Investigate learning through simulation
Lastly, we’re going to consider a different kind of model: a DeGroot learning model. As you will recall, a network that is strongly connected and aperiodic will converge to a consensus of (any) beliefs entered.
Expectations of convergence and consensus
Let’s try this out on the ison_networkers
dataset
included in the package. First of all, check whether the network is
connected and aperiodic via the following
functions:
is_connected()
: Tests whether network is weakly connected if the network is undirected or strongly connected if directed.is_aperiodic()
: Tests whether network is aperiodic, meaning there is no integer k > 1 that divides the length of every cycle of the graph.
# By default is_connected() will check whether a directed network
# is strongly connected.
is_connected(ison_networkers)
is_aperiodic(ison_networkers)
Playing the DeGroot learning model
Now let’s see whether you are right. We want to see whether some
random distribution of beliefs converges to a consensus in this network
(ison_networkers
). Let’s play the DeGroot learning game on
this network with a vector of random belief probabilities (the same
length as the nodes in the network) drawn from the binomial distribution
with probability 0.25. Create the distribution of
beliefs and graph the network to show where they have
been distributed. Then play the learning model with these beliefs, and
plot the result.
beliefs <- rbinom(network_nodes(____), 1, prob = 0.25)

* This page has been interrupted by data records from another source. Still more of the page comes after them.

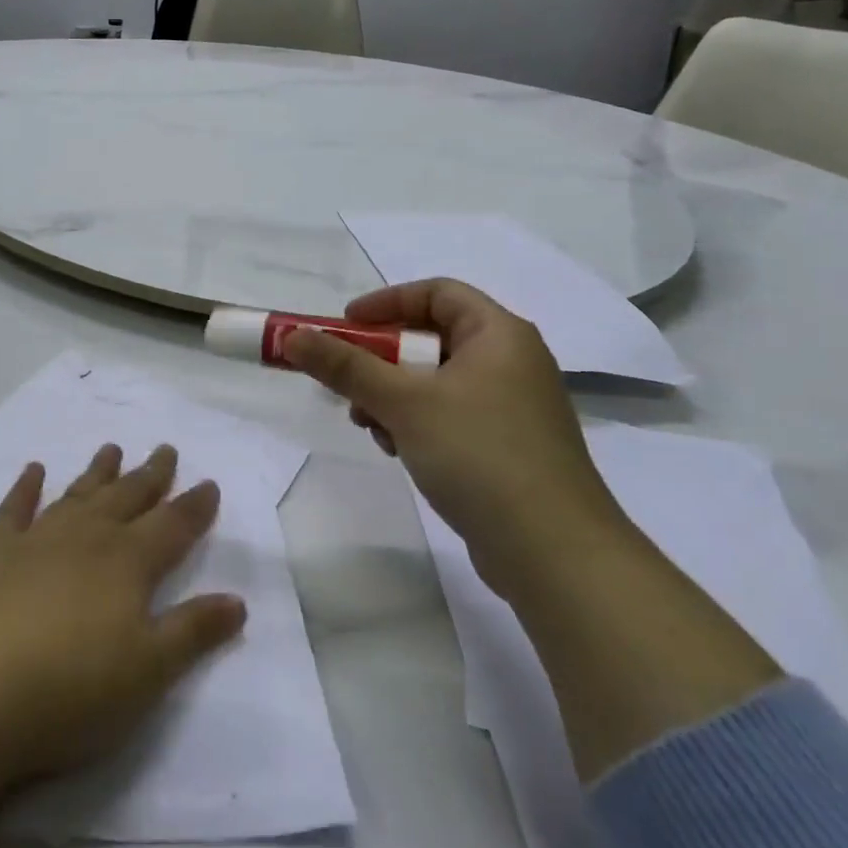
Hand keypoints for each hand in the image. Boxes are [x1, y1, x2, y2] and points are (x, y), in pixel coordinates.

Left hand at [0, 444, 247, 790]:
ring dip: (97, 472)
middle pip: (126, 498)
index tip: (209, 483)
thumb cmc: (66, 689)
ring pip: (77, 495)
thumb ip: (192, 632)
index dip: (194, 506)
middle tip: (165, 449)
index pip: (172, 526)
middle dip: (150, 475)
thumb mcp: (146, 673)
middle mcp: (85, 538)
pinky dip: (25, 487)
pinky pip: (13, 509)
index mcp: (127, 563)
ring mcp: (34, 539)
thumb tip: (237, 600)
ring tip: (112, 448)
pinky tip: (32, 470)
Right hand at [284, 280, 632, 594]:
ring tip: (368, 425)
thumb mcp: (403, 403)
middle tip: (347, 382)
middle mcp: (512, 362)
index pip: (436, 293)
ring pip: (437, 382)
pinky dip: (418, 423)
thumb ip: (345, 366)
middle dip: (382, 359)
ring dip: (394, 396)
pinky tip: (398, 450)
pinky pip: (451, 416)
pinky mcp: (509, 448)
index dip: (386, 303)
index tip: (344, 326)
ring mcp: (513, 408)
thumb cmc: (479, 455)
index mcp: (499, 334)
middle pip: (432, 338)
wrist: (555, 554)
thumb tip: (292, 336)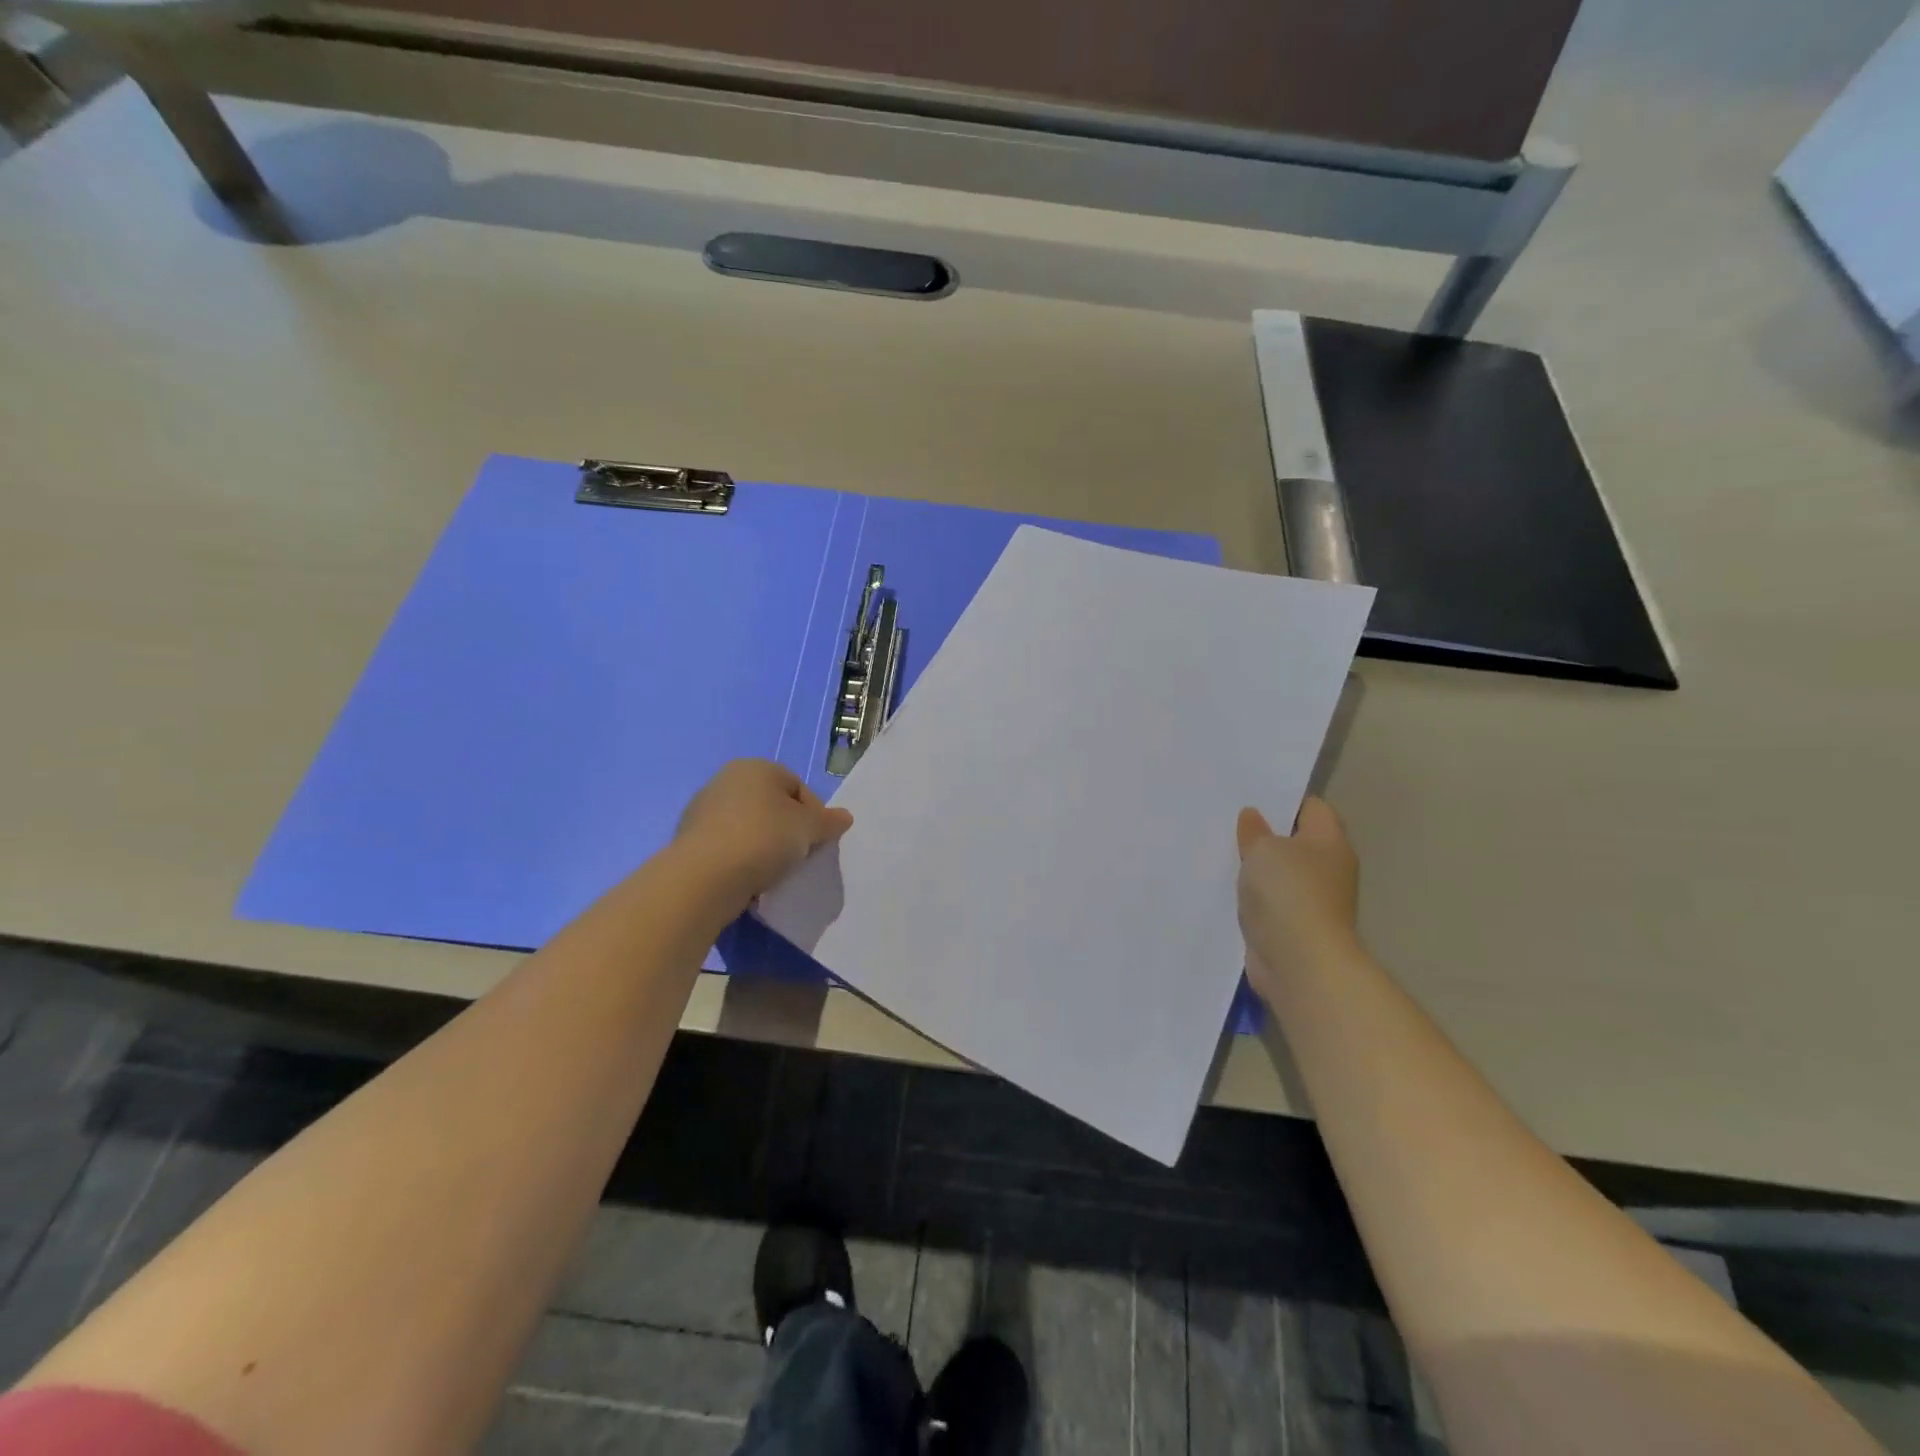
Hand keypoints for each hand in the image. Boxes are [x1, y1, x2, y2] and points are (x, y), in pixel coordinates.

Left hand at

____ %>% mutate(____ = beliefs) %>% autographr(node_color = "____")
netlearn <- play_learning(____, ____)
plot(____)
beliefs <- rbinom(network_nodes(ison_networkers), 1, prob = 0.25)
ison_networkers %>% mutate(beliefs = beliefs) %>% autographr(node_color = "beliefs")
netlearn <- play_learning(ison_networkers, beliefs)
plot(netlearn)
Each line in this plot represents the belief trajectory of a single node at each step. About a quarter of the nodes begin believing, and the other three quarters do not. Then we can see how responsive these nodes are to the random distribution of beliefs across the network. Some revise their beliefs more significantly than others.